## Dataset
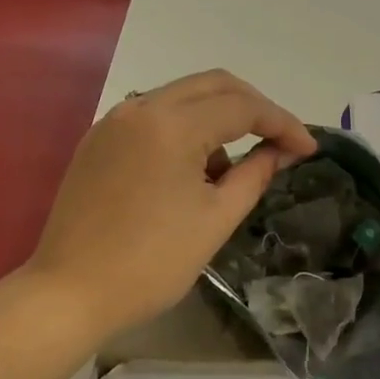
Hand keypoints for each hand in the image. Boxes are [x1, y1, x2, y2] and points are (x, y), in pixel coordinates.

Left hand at [28, 70, 316, 336]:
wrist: (70, 292)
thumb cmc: (152, 263)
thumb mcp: (216, 219)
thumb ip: (255, 174)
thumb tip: (282, 151)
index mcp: (171, 125)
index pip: (242, 106)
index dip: (282, 124)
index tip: (309, 149)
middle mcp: (140, 108)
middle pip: (212, 85)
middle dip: (253, 108)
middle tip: (280, 141)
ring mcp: (113, 122)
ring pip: (180, 98)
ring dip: (217, 119)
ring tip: (230, 170)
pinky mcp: (97, 141)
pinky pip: (152, 117)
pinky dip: (183, 130)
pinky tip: (191, 170)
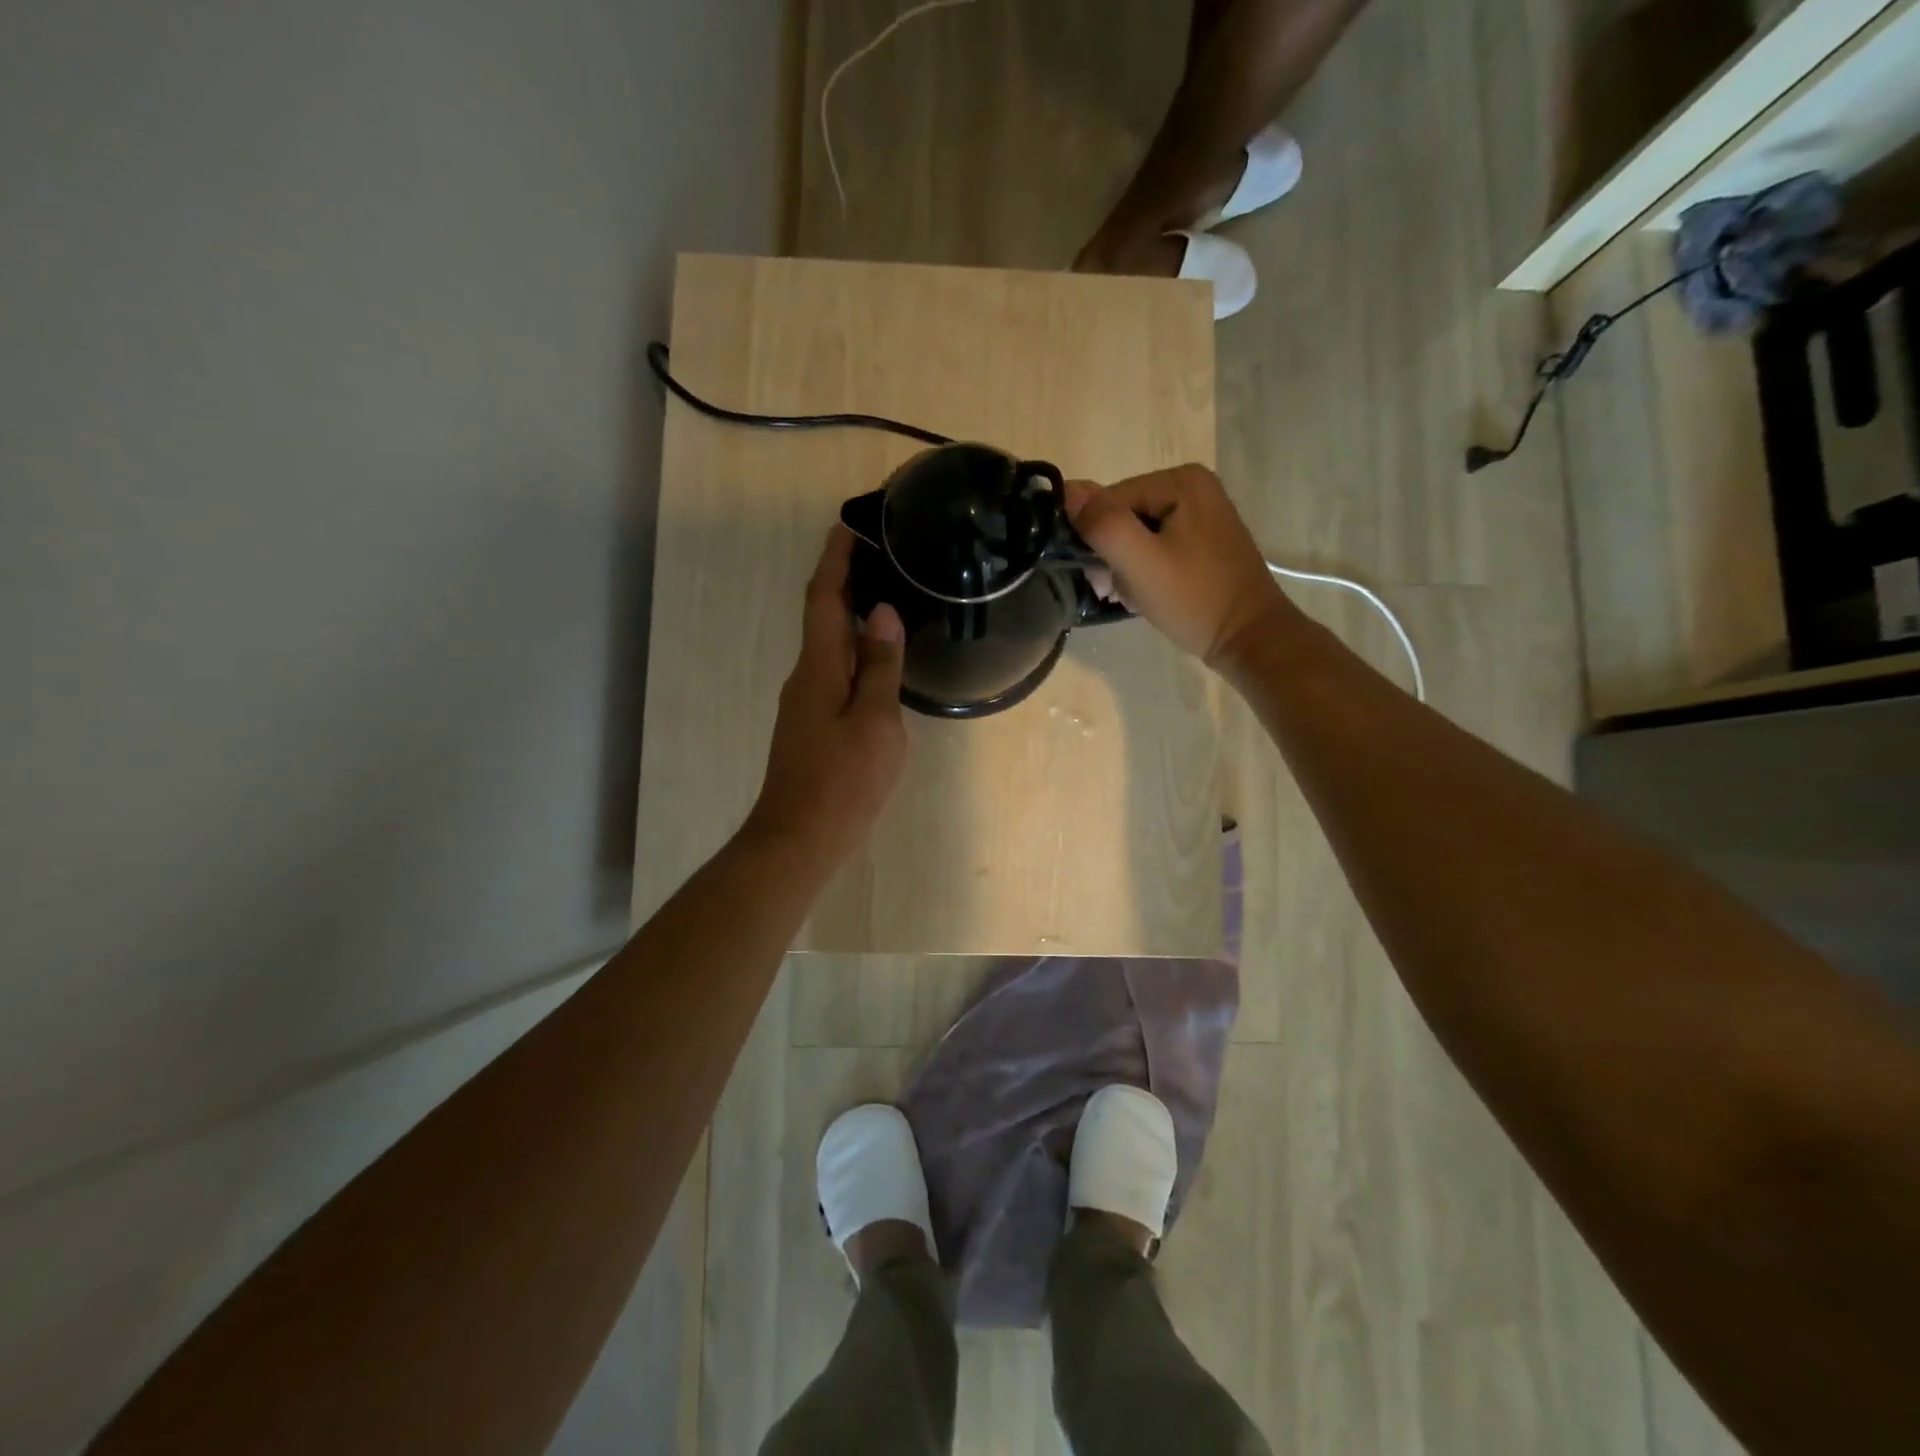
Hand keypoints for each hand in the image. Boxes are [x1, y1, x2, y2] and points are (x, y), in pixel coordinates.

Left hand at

## Task requirements
An exact copy of the lines from the one with "middle mcp: (140, 108)" through the end of the records: produce that and nothing more, leaving out the pictures.

## Exercise response
middle mcp: (140, 108)
middle pip: (212, 85)
middle dip: (253, 108)
middle tip: (280, 141)
ring mcp: (113, 122)
ring pip: (180, 98)
ring dip: (217, 119)
ring tip: (230, 170)
pinky mcp: (97, 141)
pinky pip: (152, 117)
pinky dip: (183, 130)
pinky tip: (191, 170)
Hand keypoints for each hand in the image. Boxes are [x1, y1, x2, y2] and points are (x, y), in pixel coordinates.

Left hand at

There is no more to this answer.